Discussion in 'Residential Snow Removal' started by locosol, Feb 6, 2010.

  1. locosol

    locosol Junior Member
    from 21601
    Messages: 14

    Hello Everyone--

    Posted this in the SnowMan forum, but also wanted to post here to hopefully get more answers-

    Not exactly new to plowing and the problems associated with it, but I've only ever driven other people or companies' trucks. Never had my own setup. So, I don't know much about maintenance or repair.

    Wanted something for my driveway and maybe to help out some neighbors and such. My brother-in-law has a SuperPlow and RAVES about it. I didn't have that kind of $$$$, so I got a used SnowMan for under $1,000. Knew it wasn't going to be perfect, but thought it would at least function for a few weeks. But.....I can't get it to function at all. Hooked everything up according to the manual and nothing happens. Tried jumping the solenoid- nothing! (no clicking from solenoid either I should add). Used jumper cables and connected red to the pump motor and black cable to the plow frame. Still nothing. Logic would tell me this is a case of a bad pump motor and/or a bad solenoid. Am I off-base, or on the right track?? Any help/advice from people "in the know" would be great....
     
  2. leon

    leon Senior Member
    Messages: 872

    plow etc.

    A test light will help as well as a voltmeter set on dc low voltage.

    If the soleniod is not even clicking you have no power or its shorted out to ground and stuck, I am surprised the battery on this vehicle is without problems now- any sparks on the free jumper cables when you tried to energise it?

    Is there a fuseable link or shunt resistor in the jumper cables or the battery leads on the vehicle?

    Is the solenoid fully exposed with a cap that can be removed to look at the magnet/ coils etc.

    My other thought is to bring it inside if possible and warm it up if you could borrow salamander possibly?
     
    Last edited: Feb 6, 2010
  3. locosol

    locosol Junior Member
    from 21601
    Messages: 14

    Yes, the cables spark and there is plenty of juice.

    No fusible links.

    Solenoid is exposed. I don't know what you mean about taking the cap off. Like I said in the post, I don't know much about repair and maintenance on plows. I can do car stereos, alarms, general household repair, etc.

    It has been inside in my garage with a heater on since last night. Temp in the garage is about 50-55.
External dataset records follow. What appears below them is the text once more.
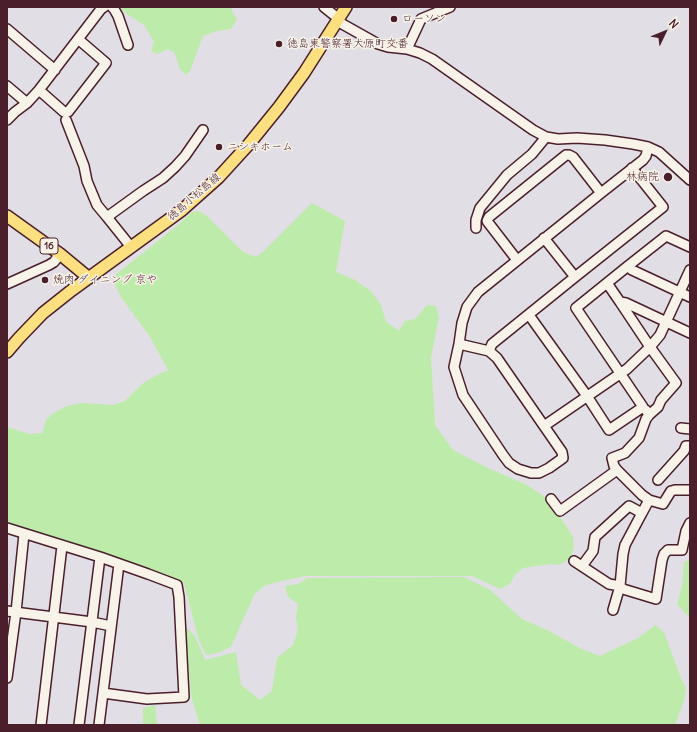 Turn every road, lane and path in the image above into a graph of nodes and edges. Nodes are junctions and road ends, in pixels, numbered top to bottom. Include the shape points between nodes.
1 (104, 7) edge
2 (112, 7) edge
3 (324, 7) edge
4 (346, 7) edge
5 (450, 7) edge
6 (338, 20) junction
7 (7, 29) edge
8 (78, 39) junction
9 (128, 45) dead end
10 (407, 49) junction
11 (55, 70) junction
12 (7, 86) edge
13 (39, 90) junction
14 (27, 103) junction
15 (7, 120) edge
16 (66, 120) dead end
17 (203, 130) dead end
18 (546, 137) junction
19 (648, 147) junction
20 (632, 168) junction
21 (690, 180) edge
22 (601, 193) junction
23 (7, 216) edge
24 (107, 216) junction
25 (476, 228) dead end
26 (544, 238) junction
27 (131, 247) junction
28 (690, 247) edge
29 (60, 254) junction
30 (517, 260) junction
31 (628, 266) junction
32 (690, 270) edge
33 (576, 277) junction
34 (89, 278) junction
35 (607, 283) junction
36 (7, 284) edge
37 (680, 292) junction
38 (690, 297) edge
39 (620, 302) junction
40 (529, 315) junction
41 (666, 322) junction
42 (690, 333) edge
43 (459, 344) junction
44 (650, 347) junction
45 (489, 351) junction
46 (7, 352) edge
47 (621, 373) junction
48 (587, 396) junction
49 (643, 407) junction
50 (649, 415) junction
51 (544, 426) junction
52 (690, 446) edge
53 (617, 470) junction
54 (658, 480) dead end
55 (690, 490) edge
56 (551, 499) dead end
57 (649, 500) junction
58 (642, 513) junction
59 (690, 523) edge
60 (7, 528) edge
61 (24, 534) junction
62 (62, 546) junction
63 (100, 557) junction
64 (574, 561) dead end
65 (119, 564) junction
66 (582, 566) junction
67 (620, 586) junction
68 (613, 610) dead end
69 (11, 612) edge
70 (53, 616) junction
71 (92, 622) junction
72 (111, 626) junction
73 (7, 678) edge
74 (103, 693) junction
75 (41, 725) edge
76 (79, 725) edge
77 (99, 725) edge

1 - 8 street
2 - 9 street via 118,16
3 - 6 street
4 - 6 main road, 徳島小松島線
5 - 10 street via 421,19
6 - 10 street via 378,44
6 - 27 main road, 徳島小松島線 via 279,107 218,178 182,210
7 - 11 street
8 - 11 street
8 - 13 street via 106,63 68,112 64,112
10 - 18 street via 432,58
11 - 13 street
12 - 14 street
13 - 14 street
14 - 15 street
16 - 24 street via 97,205
17 - 24 street via 185,156 163,178
18 - 19 street via 605,140
18 - 25 street via 532,154 507,175 480,208
19 - 20 street via 643,160
19 - 21 street via 659,152
20 - 22 street
20 - 33 street via 663,207
22 - 26 street
22 - 30 street via 573,157 566,155 486,221
23 - 29 main road, 16
24 - 27 street
26 - 30 street
26 - 33 street
27 - 34 main road, 徳島小松島線
28 - 31 street via 666,236
29 - 34 main road, 16
29 - 36 street via 49,266
30 - 43 street via 478,292 467,307
31 - 35 street
31 - 37 street
32 - 37 street
33 - 40 street
34 - 46 main road, 徳島小松島線 via 43,313
35 - 39 street
35 - 47 street via 576,308
37 - 38 street
37 - 41 street
39 - 41 street
39 - 44 street
40 - 45 street via 492,344
40 - 48 street
41 - 42 street
41 - 44 street
43 - 45 street
43 - 51 street via 454,367 463,395 509,463 518,469 539,473 563,458 562,452
44 - 47 street
44 - 50 street via 676,383
45 - 51 street via 497,358
47 - 48 street
47 - 49 street
48 - 49 street via 609,430
48 - 51 street
49 - 50 street
50 - 53 street via 639,438 625,453 612,458
52 - 54 street via 686,446
53 - 56 street via 560,511
53 - 57 street
55 - 57 street via 671,491 663,504
57 - 58 street
58 - 66 street via 629,506 595,536 593,551
58 - 67 street via 625,545
59 - 67 street via 682,550 668,550 664,554 656,599
60 - 61 street
61 - 62 street
61 - 69 street
62 - 63 street
62 - 70 street
63 - 65 street
63 - 71 street
64 - 66 street
65 - 72 street
65 - 74 street via 178,585 184,697 147,699
66 - 67 street via 609,584
67 - 68 street
69 - 70 street
69 - 73 street
70 - 71 street
70 - 75 street
71 - 72 street
71 - 76 street
72 - 74 street
74 - 77 street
    I'm thinking about running it to a place I found that does plow installations and repair. It's probably good to have someone who knows what they are doing figure this out.
     
  4. Bunky1

    Bunky1 Member
    Messages: 48

    Make sure that ALL the grounds are good. You may have to remove the connections, clean and reattach. If you don't have a meter or test light then just take two pieces of wire and go directly from the battery. Positive to one solenoid terminal and the other to the negative terminal. (NOT BIG CABLES BUT THE SMALLER WIRES) If you hear a click then you probably have a bad ground but if nothing then you may have a defective solenoid.Same goes with the pump. Attach a Jumper cable directly from the battery (+) to the HOT wire to the pump (This is the cable that comes from the solenoid) and take the other Jumper cable and connect directly at the battery(-) and the other end to the pump motor metal (chassis ground) If the pump motor fails to turn on then you probably have a bad motor. Hope this helps. Ed
     
  5. locosol

    locosol Junior Member
    from 21601
    Messages: 14

    Ed--

    All connections are good. Took each one off, cleaned and re-attached. Installed NEW solenoid under the hood. Connected the plow- Nothing!

    So, took jumper cables, hooked the plow directly to the car (positive from battery to hot wire on pump, negative from battery to black wire ground). All I got was a pretty sparks show, and the lights on the truck dimmed ever so slightly. Other than that, nothing happened. Since I can't get the motor to turn or make any noise, I am assuming the pump motor is the culprit?
     
  6. Bunky1

    Bunky1 Member
    Messages: 48

    Yep sounds like you have a shorted armature. You can take the pump motor to a starter rebuilder in your area and have them rework it. Guaranteed to be less then buying a new motor.